**Directions:** An exact repetition of the data is required; no picture should appear in it.
= Beginning of Section =
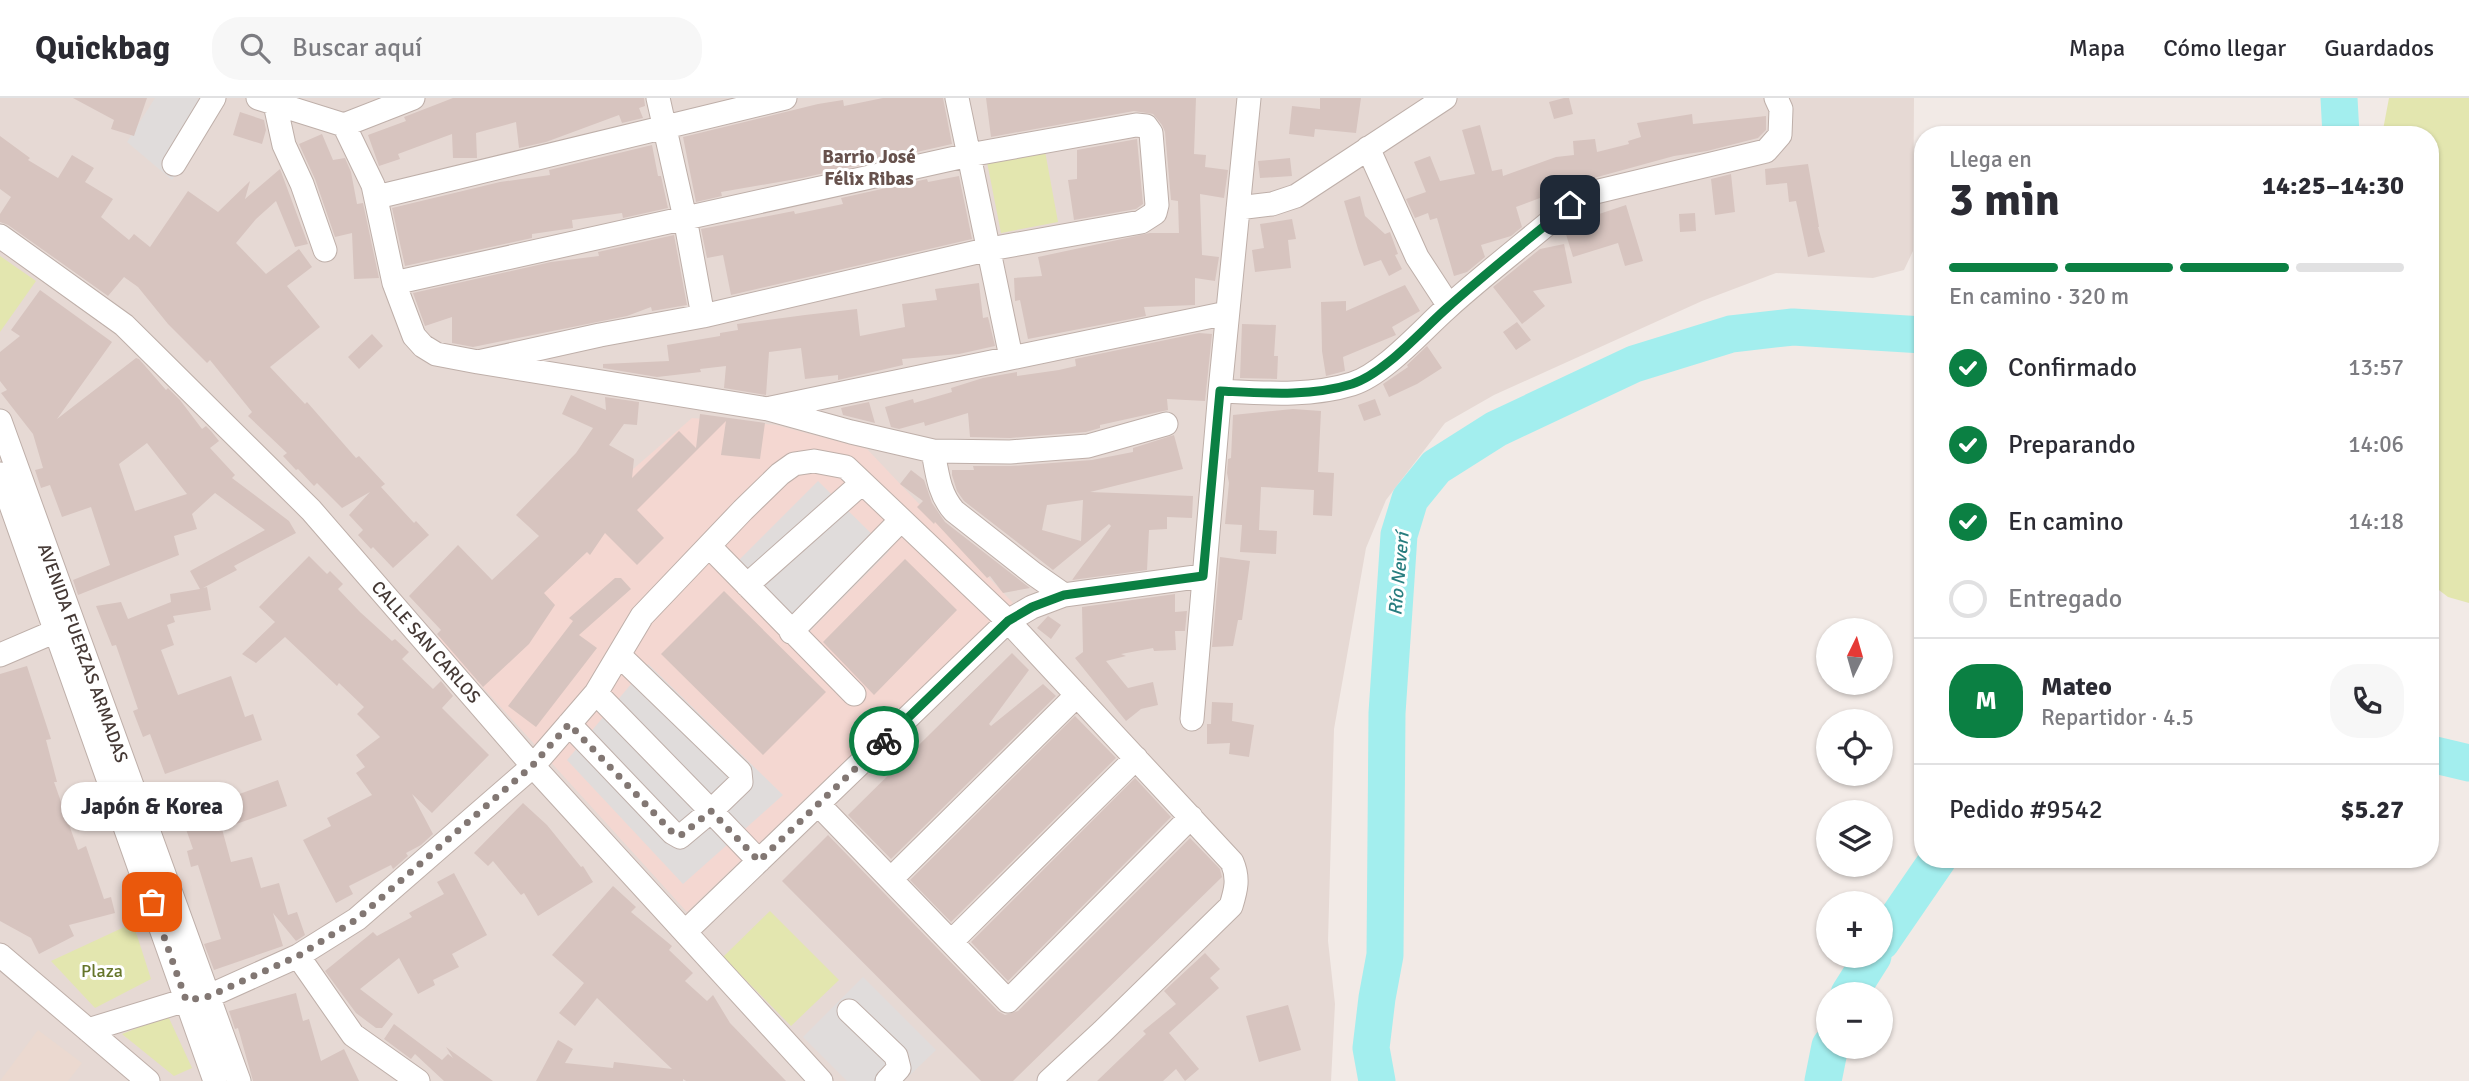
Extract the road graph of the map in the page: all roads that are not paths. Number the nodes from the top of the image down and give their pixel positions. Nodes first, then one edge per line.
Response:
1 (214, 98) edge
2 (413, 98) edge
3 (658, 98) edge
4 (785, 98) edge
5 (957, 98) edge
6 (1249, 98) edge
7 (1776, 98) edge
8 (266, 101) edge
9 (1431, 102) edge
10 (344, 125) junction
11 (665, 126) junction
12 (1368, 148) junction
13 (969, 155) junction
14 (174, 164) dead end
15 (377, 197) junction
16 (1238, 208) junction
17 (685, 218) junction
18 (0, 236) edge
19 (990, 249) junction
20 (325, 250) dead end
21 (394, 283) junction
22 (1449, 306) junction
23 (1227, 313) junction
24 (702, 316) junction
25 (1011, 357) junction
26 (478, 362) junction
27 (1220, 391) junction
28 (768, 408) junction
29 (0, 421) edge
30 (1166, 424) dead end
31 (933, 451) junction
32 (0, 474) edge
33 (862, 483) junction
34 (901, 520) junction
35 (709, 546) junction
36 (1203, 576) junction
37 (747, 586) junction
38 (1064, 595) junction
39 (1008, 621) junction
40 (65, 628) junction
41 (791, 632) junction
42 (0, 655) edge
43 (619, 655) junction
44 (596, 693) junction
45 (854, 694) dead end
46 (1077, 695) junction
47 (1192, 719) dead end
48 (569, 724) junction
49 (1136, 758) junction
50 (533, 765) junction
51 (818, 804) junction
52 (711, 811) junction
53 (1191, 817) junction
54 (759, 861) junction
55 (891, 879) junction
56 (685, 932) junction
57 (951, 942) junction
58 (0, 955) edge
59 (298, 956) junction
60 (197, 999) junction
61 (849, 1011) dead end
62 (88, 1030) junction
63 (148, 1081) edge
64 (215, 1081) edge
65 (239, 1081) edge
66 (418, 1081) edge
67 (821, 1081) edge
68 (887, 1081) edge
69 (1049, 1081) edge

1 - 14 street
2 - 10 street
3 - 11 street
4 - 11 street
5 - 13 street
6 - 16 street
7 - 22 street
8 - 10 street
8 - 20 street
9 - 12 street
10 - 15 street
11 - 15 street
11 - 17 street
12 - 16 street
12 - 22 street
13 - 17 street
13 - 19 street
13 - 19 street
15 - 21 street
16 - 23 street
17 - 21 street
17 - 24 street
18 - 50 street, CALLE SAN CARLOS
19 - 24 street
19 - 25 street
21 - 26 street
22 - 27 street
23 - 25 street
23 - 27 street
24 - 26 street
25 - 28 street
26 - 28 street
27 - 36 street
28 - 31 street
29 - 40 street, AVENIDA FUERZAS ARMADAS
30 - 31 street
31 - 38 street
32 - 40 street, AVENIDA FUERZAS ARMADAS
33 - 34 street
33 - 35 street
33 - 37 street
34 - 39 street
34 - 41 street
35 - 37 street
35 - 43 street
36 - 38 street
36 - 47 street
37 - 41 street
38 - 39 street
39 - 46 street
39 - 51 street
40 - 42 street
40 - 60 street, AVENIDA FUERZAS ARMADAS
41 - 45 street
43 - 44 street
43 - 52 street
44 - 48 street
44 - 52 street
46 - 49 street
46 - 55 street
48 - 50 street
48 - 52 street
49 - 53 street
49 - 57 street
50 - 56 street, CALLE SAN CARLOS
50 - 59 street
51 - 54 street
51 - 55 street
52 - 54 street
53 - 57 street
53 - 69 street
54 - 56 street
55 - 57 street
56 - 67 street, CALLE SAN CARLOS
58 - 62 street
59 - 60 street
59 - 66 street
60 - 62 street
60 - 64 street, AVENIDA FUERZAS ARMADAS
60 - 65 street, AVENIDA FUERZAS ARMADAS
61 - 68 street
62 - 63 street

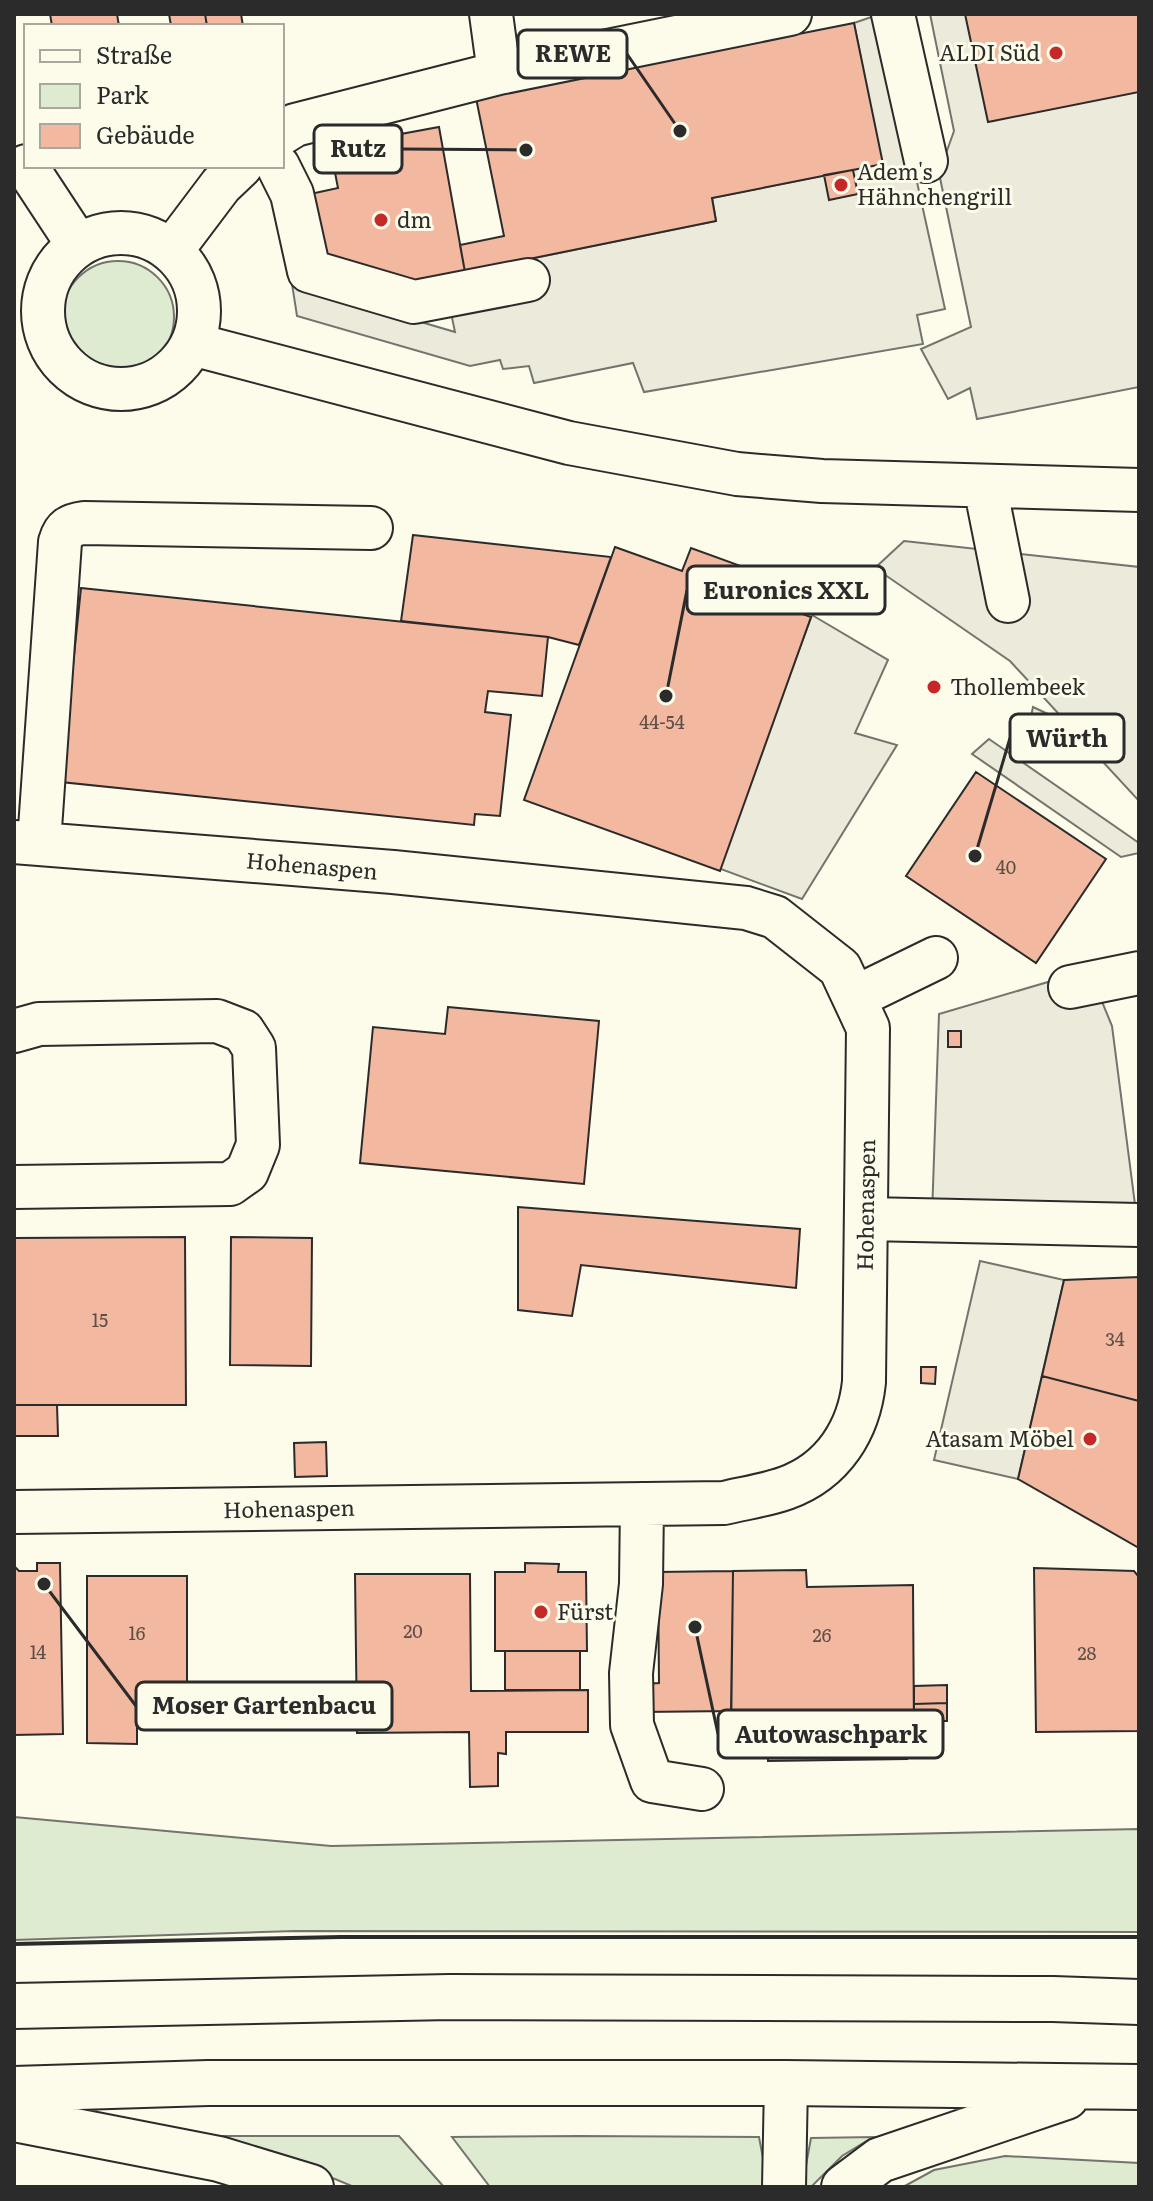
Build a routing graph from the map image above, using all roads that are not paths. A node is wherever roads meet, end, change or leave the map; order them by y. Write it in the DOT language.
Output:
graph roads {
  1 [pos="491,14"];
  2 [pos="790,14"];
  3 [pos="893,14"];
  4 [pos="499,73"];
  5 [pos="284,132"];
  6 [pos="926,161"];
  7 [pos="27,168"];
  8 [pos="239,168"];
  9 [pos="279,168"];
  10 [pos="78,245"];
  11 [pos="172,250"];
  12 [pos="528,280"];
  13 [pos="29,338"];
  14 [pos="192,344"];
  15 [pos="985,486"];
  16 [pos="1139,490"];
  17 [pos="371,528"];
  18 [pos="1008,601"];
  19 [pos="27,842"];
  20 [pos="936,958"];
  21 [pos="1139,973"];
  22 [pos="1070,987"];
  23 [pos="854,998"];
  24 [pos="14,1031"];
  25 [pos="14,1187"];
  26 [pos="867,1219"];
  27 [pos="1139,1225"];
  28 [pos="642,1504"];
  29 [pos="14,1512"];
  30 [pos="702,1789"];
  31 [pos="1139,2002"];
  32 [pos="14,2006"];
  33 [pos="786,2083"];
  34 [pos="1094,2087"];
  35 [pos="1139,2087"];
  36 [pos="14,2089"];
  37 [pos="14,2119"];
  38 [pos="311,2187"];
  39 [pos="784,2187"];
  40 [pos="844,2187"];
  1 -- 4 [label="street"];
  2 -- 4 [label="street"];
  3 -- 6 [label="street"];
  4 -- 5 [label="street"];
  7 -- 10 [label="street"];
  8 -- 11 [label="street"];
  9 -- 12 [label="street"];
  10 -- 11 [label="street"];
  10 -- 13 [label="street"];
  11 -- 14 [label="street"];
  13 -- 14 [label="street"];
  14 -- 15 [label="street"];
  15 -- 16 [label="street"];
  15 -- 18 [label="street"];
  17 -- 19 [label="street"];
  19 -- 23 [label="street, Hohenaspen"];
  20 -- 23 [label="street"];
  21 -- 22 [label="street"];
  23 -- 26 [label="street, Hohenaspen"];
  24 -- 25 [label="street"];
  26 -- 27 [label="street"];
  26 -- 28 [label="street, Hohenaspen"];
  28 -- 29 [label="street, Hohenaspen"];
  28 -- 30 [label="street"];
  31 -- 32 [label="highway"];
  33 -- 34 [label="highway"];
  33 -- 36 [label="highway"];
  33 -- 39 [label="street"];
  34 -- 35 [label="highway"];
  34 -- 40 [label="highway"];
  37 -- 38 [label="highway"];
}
= End of Section =
**Your response:**
Extract the road graph of the map in the page: all roads that are not paths. Number the nodes from the top of the image down and give their pixel positions. Nodes first, then one edge per line.
Response:
1 (214, 98) edge
2 (413, 98) edge
3 (658, 98) edge
4 (785, 98) edge
5 (957, 98) edge
6 (1249, 98) edge
7 (1776, 98) edge
8 (266, 101) edge
9 (1431, 102) edge
10 (344, 125) junction
11 (665, 126) junction
12 (1368, 148) junction
13 (969, 155) junction
14 (174, 164) dead end
15 (377, 197) junction
16 (1238, 208) junction
17 (685, 218) junction
18 (0, 236) edge
19 (990, 249) junction
20 (325, 250) dead end
21 (394, 283) junction
22 (1449, 306) junction
23 (1227, 313) junction
24 (702, 316) junction
25 (1011, 357) junction
26 (478, 362) junction
27 (1220, 391) junction
28 (768, 408) junction
29 (0, 421) edge
30 (1166, 424) dead end
31 (933, 451) junction
32 (0, 474) edge
33 (862, 483) junction
34 (901, 520) junction
35 (709, 546) junction
36 (1203, 576) junction
37 (747, 586) junction
38 (1064, 595) junction
39 (1008, 621) junction
40 (65, 628) junction
41 (791, 632) junction
42 (0, 655) edge
43 (619, 655) junction
44 (596, 693) junction
45 (854, 694) dead end
46 (1077, 695) junction
47 (1192, 719) dead end
48 (569, 724) junction
49 (1136, 758) junction
50 (533, 765) junction
51 (818, 804) junction
52 (711, 811) junction
53 (1191, 817) junction
54 (759, 861) junction
55 (891, 879) junction
56 (685, 932) junction
57 (951, 942) junction
58 (0, 955) edge
59 (298, 956) junction
60 (197, 999) junction
61 (849, 1011) dead end
62 (88, 1030) junction
63 (148, 1081) edge
64 (215, 1081) edge
65 (239, 1081) edge
66 (418, 1081) edge
67 (821, 1081) edge
68 (887, 1081) edge
69 (1049, 1081) edge

1 - 14 street
2 - 10 street
3 - 11 street
4 - 11 street
5 - 13 street
6 - 16 street
7 - 22 street
8 - 10 street
8 - 20 street
9 - 12 street
10 - 15 street
11 - 15 street
11 - 17 street
12 - 16 street
12 - 22 street
13 - 17 street
13 - 19 street
13 - 19 street
15 - 21 street
16 - 23 street
17 - 21 street
17 - 24 street
18 - 50 street, CALLE SAN CARLOS
19 - 24 street
19 - 25 street
21 - 26 street
22 - 27 street
23 - 25 street
23 - 27 street
24 - 26 street
25 - 28 street
26 - 28 street
27 - 36 street
28 - 31 street
29 - 40 street, AVENIDA FUERZAS ARMADAS
30 - 31 street
31 - 38 street
32 - 40 street, AVENIDA FUERZAS ARMADAS
33 - 34 street
33 - 35 street
33 - 37 street
34 - 39 street
34 - 41 street
35 - 37 street
35 - 43 street
36 - 38 street
36 - 47 street
37 - 41 street
38 - 39 street
39 - 46 street
39 - 51 street
40 - 42 street
40 - 60 street, AVENIDA FUERZAS ARMADAS
41 - 45 street
43 - 44 street
43 - 52 street
44 - 48 street
44 - 52 street
46 - 49 street
46 - 55 street
48 - 50 street
48 - 52 street
49 - 53 street
49 - 57 street
50 - 56 street, CALLE SAN CARLOS
50 - 59 street
51 - 54 street
51 - 55 street
52 - 54 street
53 - 57 street
53 - 69 street
54 - 56 street
55 - 57 street
56 - 67 street, CALLE SAN CARLOS
58 - 62 street
59 - 60 street
59 - 66 street
60 - 62 street
60 - 64 street, AVENIDA FUERZAS ARMADAS
60 - 65 street, AVENIDA FUERZAS ARMADAS
61 - 68 street
62 - 63 street

Build a routing graph from the map image above, using all roads that are not paths. A node is wherever roads meet, end, change or leave the map; order them by y. Write it in the DOT language.
Output:
graph roads {
  1 [pos="491,14"];
  2 [pos="790,14"];
  3 [pos="893,14"];
  4 [pos="499,73"];
  5 [pos="284,132"];
  6 [pos="926,161"];
  7 [pos="27,168"];
  8 [pos="239,168"];
  9 [pos="279,168"];
  10 [pos="78,245"];
  11 [pos="172,250"];
  12 [pos="528,280"];
  13 [pos="29,338"];
  14 [pos="192,344"];
  15 [pos="985,486"];
  16 [pos="1139,490"];
  17 [pos="371,528"];
  18 [pos="1008,601"];
  19 [pos="27,842"];
  20 [pos="936,958"];
  21 [pos="1139,973"];
  22 [pos="1070,987"];
  23 [pos="854,998"];
  24 [pos="14,1031"];
  25 [pos="14,1187"];
  26 [pos="867,1219"];
  27 [pos="1139,1225"];
  28 [pos="642,1504"];
  29 [pos="14,1512"];
  30 [pos="702,1789"];
  31 [pos="1139,2002"];
  32 [pos="14,2006"];
  33 [pos="786,2083"];
  34 [pos="1094,2087"];
  35 [pos="1139,2087"];
  36 [pos="14,2089"];
  37 [pos="14,2119"];
  38 [pos="311,2187"];
  39 [pos="784,2187"];
  40 [pos="844,2187"];
  1 -- 4 [label="street"];
  2 -- 4 [label="street"];
  3 -- 6 [label="street"];
  4 -- 5 [label="street"];
  7 -- 10 [label="street"];
  8 -- 11 [label="street"];
  9 -- 12 [label="street"];
  10 -- 11 [label="street"];
  10 -- 13 [label="street"];
  11 -- 14 [label="street"];
  13 -- 14 [label="street"];
  14 -- 15 [label="street"];
  15 -- 16 [label="street"];
  15 -- 18 [label="street"];
  17 -- 19 [label="street"];
  19 -- 23 [label="street, Hohenaspen"];
  20 -- 23 [label="street"];
  21 -- 22 [label="street"];
  23 -- 26 [label="street, Hohenaspen"];
  24 -- 25 [label="street"];
  26 -- 27 [label="street"];
  26 -- 28 [label="street, Hohenaspen"];
  28 -- 29 [label="street, Hohenaspen"];
  28 -- 30 [label="street"];
  31 -- 32 [label="highway"];
  33 -- 34 [label="highway"];
  33 -- 36 [label="highway"];
  33 -- 39 [label="street"];
  34 -- 35 [label="highway"];
  34 -- 40 [label="highway"];
  37 -- 38 [label="highway"];
}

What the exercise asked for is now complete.